YOUR OBJECTIVE
The lines to copy are those in the listing below that contain the word "Extract".

SOURCE DATA
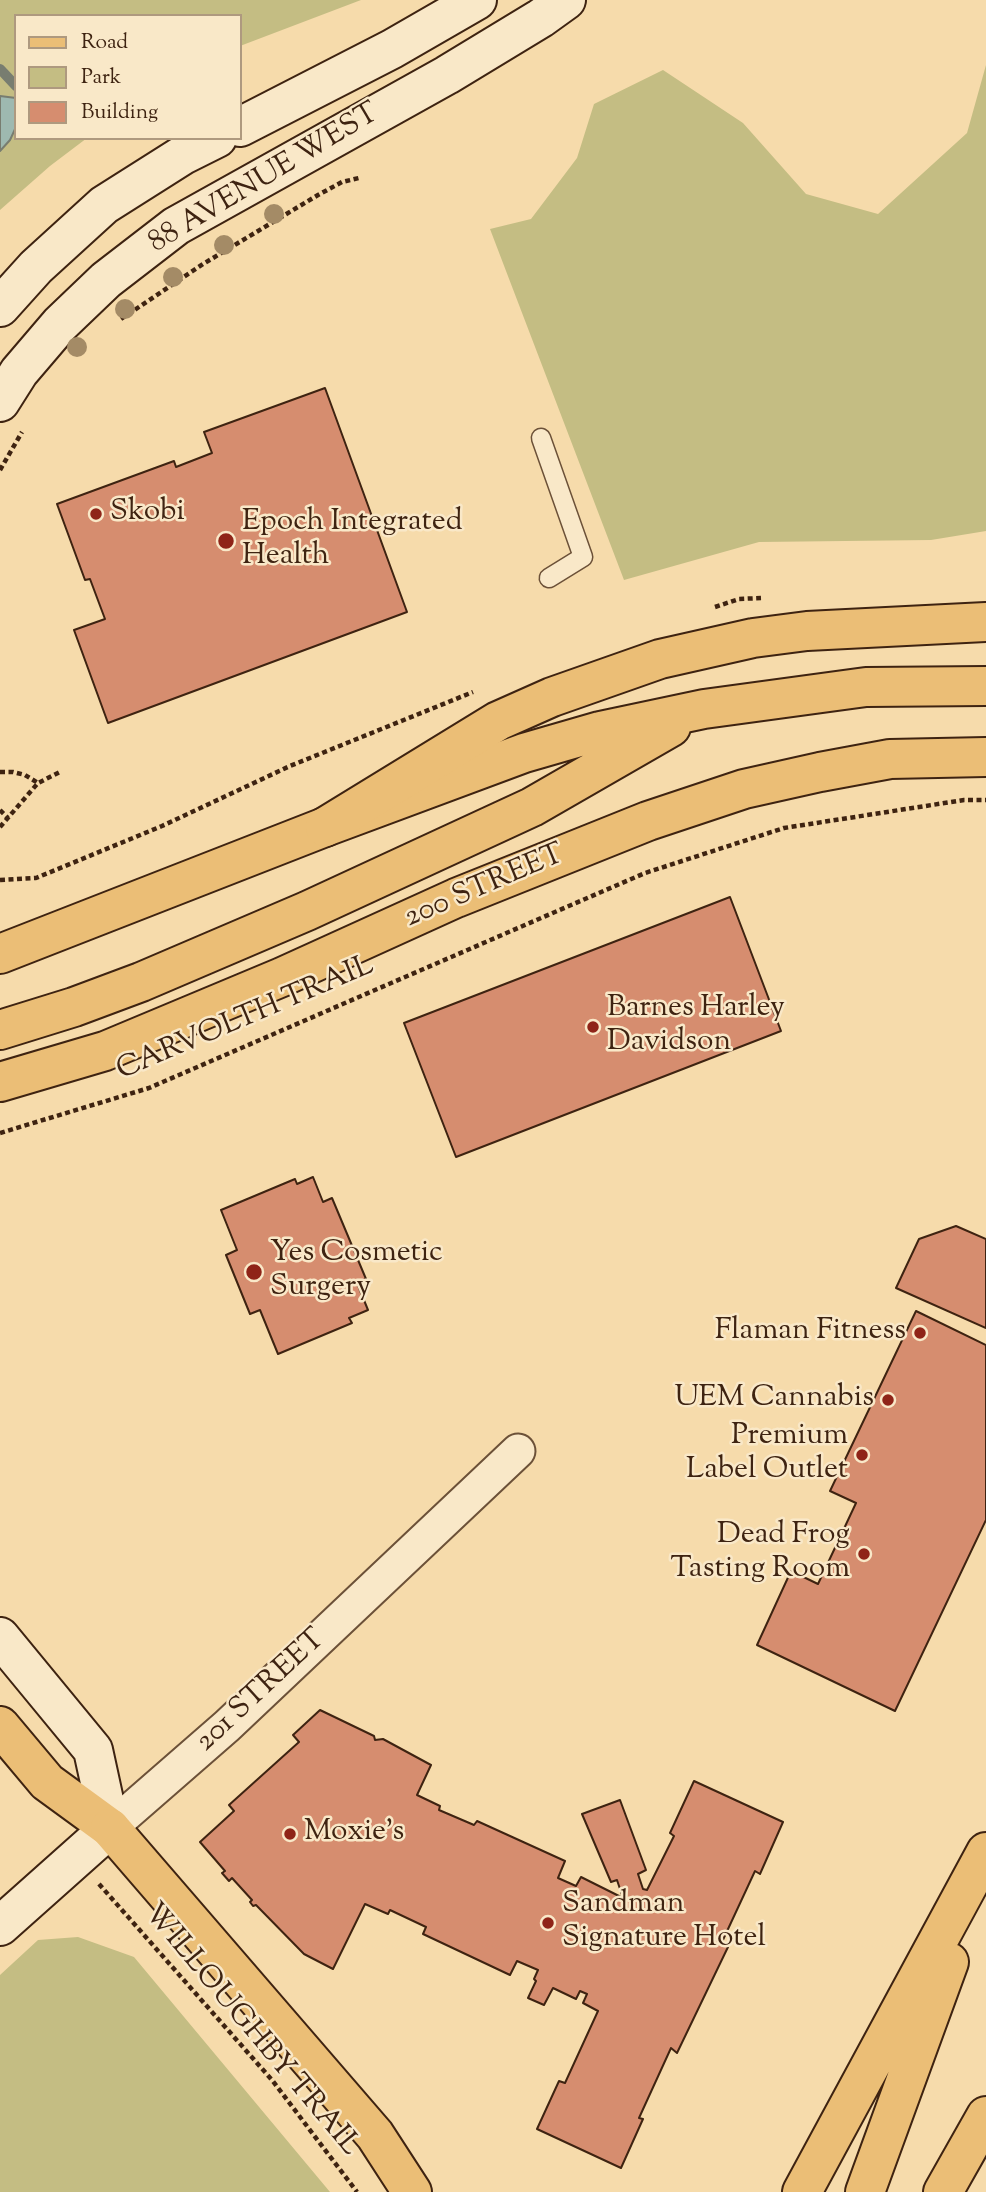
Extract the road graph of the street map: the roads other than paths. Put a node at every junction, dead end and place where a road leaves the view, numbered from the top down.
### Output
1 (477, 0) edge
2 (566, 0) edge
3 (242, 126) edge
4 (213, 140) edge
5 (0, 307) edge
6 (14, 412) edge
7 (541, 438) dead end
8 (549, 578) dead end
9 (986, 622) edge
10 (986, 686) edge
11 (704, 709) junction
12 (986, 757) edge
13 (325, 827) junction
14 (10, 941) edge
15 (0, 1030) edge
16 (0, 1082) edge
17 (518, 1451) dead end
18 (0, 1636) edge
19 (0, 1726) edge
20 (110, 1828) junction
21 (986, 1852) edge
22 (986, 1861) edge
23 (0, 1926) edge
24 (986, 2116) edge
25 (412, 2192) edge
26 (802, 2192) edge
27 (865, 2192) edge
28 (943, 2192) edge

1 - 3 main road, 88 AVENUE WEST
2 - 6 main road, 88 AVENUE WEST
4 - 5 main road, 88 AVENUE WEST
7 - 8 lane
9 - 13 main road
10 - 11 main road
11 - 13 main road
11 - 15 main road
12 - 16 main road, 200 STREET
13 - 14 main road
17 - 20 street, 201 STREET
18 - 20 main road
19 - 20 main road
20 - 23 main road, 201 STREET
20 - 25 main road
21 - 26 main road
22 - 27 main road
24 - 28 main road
==
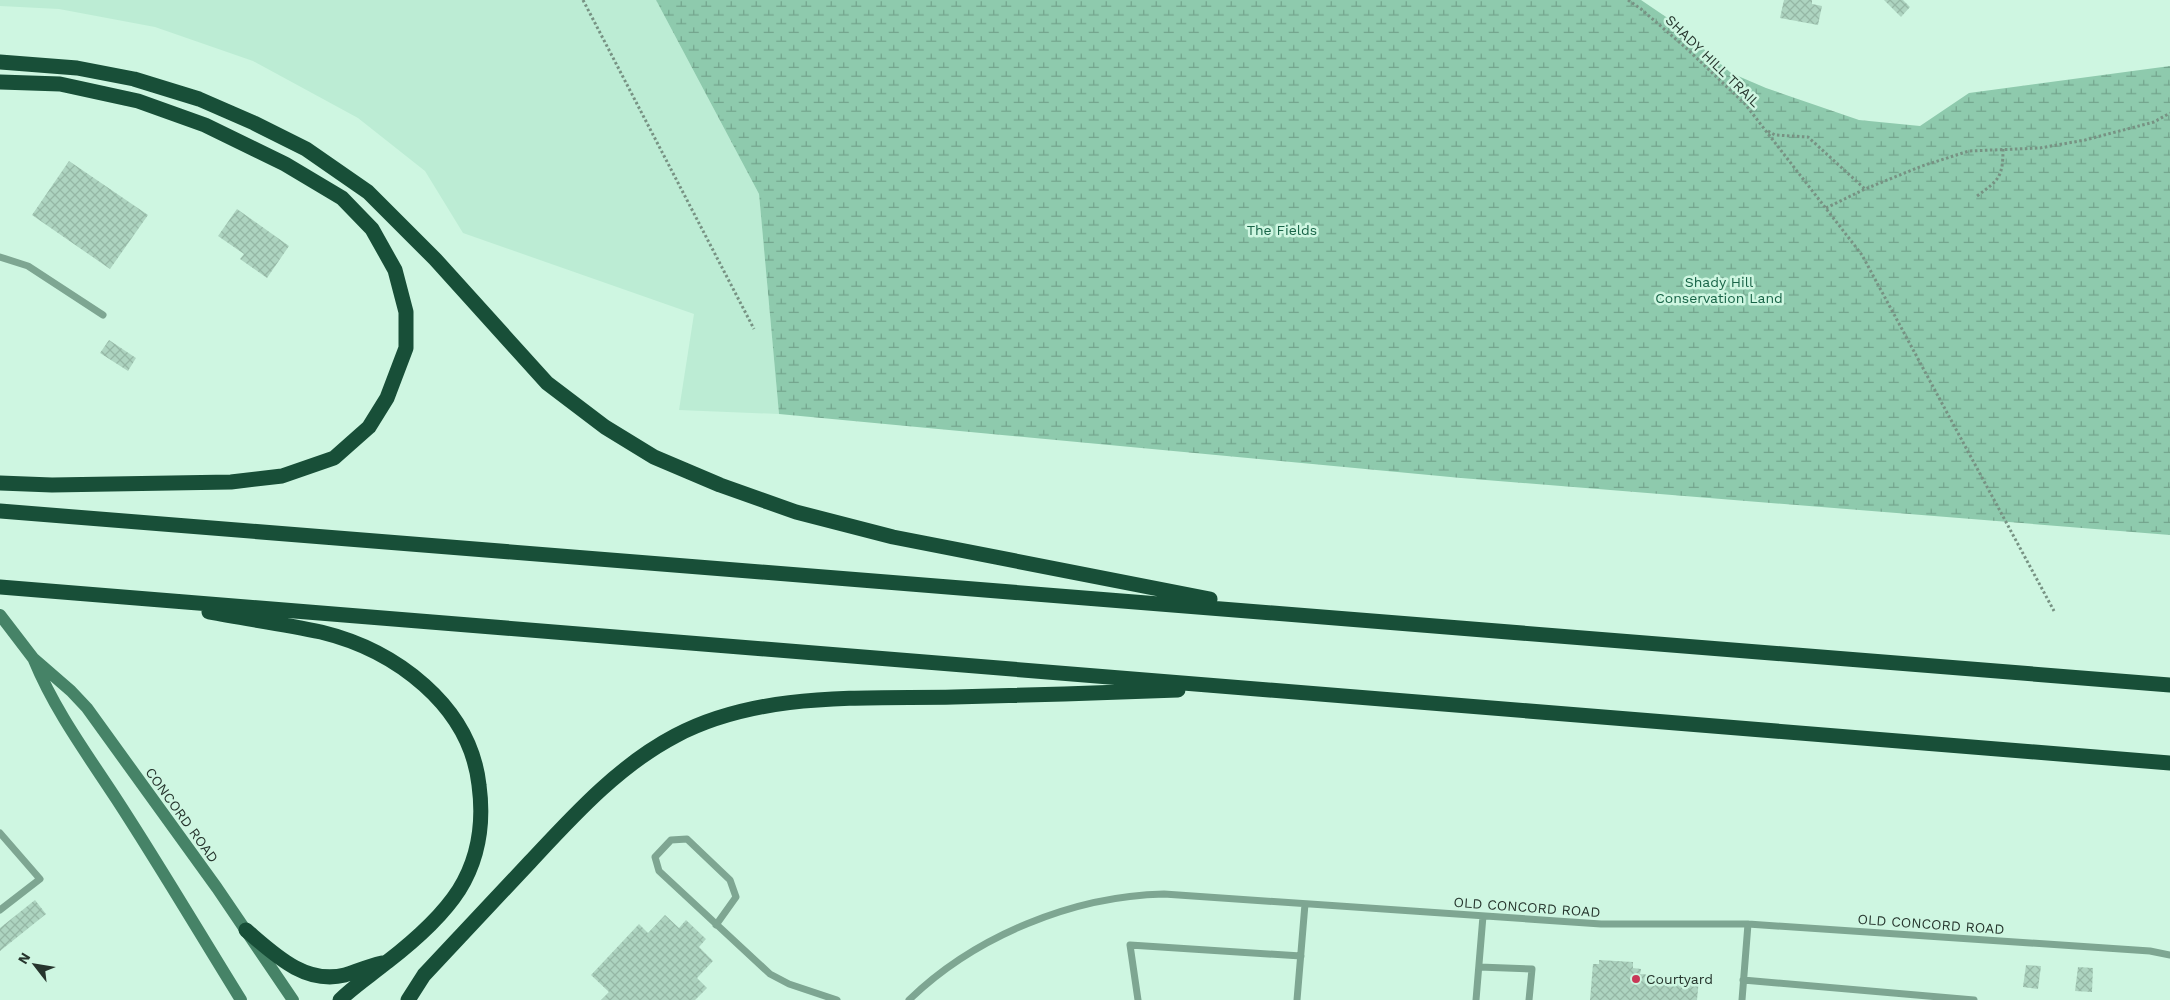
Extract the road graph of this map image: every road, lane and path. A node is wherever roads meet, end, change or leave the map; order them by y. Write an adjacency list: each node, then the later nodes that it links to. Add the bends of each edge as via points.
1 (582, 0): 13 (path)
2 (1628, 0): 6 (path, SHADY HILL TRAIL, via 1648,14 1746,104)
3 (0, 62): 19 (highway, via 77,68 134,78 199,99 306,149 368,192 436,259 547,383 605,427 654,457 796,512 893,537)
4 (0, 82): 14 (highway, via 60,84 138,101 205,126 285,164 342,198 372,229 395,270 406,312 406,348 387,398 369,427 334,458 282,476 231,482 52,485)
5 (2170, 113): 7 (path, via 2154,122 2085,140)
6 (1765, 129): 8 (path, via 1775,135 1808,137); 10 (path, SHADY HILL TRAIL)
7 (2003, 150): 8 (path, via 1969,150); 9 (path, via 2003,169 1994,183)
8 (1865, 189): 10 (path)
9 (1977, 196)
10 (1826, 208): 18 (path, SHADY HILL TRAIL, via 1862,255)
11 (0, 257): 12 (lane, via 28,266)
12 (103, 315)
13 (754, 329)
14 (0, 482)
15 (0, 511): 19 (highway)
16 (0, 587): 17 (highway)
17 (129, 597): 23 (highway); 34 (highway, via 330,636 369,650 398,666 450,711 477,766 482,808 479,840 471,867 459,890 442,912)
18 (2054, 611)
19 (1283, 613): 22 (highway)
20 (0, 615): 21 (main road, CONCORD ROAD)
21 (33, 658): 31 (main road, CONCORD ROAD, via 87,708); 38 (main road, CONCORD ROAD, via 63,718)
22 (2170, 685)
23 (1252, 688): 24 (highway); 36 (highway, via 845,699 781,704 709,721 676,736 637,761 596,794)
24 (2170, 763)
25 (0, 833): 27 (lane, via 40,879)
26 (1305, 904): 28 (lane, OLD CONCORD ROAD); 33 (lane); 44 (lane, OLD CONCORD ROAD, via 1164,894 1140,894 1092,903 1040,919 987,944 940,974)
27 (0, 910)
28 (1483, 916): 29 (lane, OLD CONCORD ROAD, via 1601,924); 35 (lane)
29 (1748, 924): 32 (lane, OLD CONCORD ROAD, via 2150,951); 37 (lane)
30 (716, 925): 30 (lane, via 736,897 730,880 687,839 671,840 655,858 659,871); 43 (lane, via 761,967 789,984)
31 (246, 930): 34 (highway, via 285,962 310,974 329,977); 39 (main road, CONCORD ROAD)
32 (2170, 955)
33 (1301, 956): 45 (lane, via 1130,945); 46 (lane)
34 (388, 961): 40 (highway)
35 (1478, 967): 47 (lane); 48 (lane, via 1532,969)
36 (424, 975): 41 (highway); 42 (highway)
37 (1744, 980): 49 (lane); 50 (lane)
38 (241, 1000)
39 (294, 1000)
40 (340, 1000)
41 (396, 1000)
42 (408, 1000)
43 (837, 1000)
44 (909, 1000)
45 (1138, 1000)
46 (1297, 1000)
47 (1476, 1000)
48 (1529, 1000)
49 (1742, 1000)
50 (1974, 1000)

SOLUTION TO THIS EXERCISE
Extract the road graph of the street map: the roads other than paths. Put a node at every junction, dead end and place where a road leaves the view, numbered from the top down.
Extract the road graph of this map image: every road, lane and path. A node is wherever roads meet, end, change or leave the map; order them by y. Write an adjacency list: each node, then the later nodes that it links to. Add the bends of each edge as via points.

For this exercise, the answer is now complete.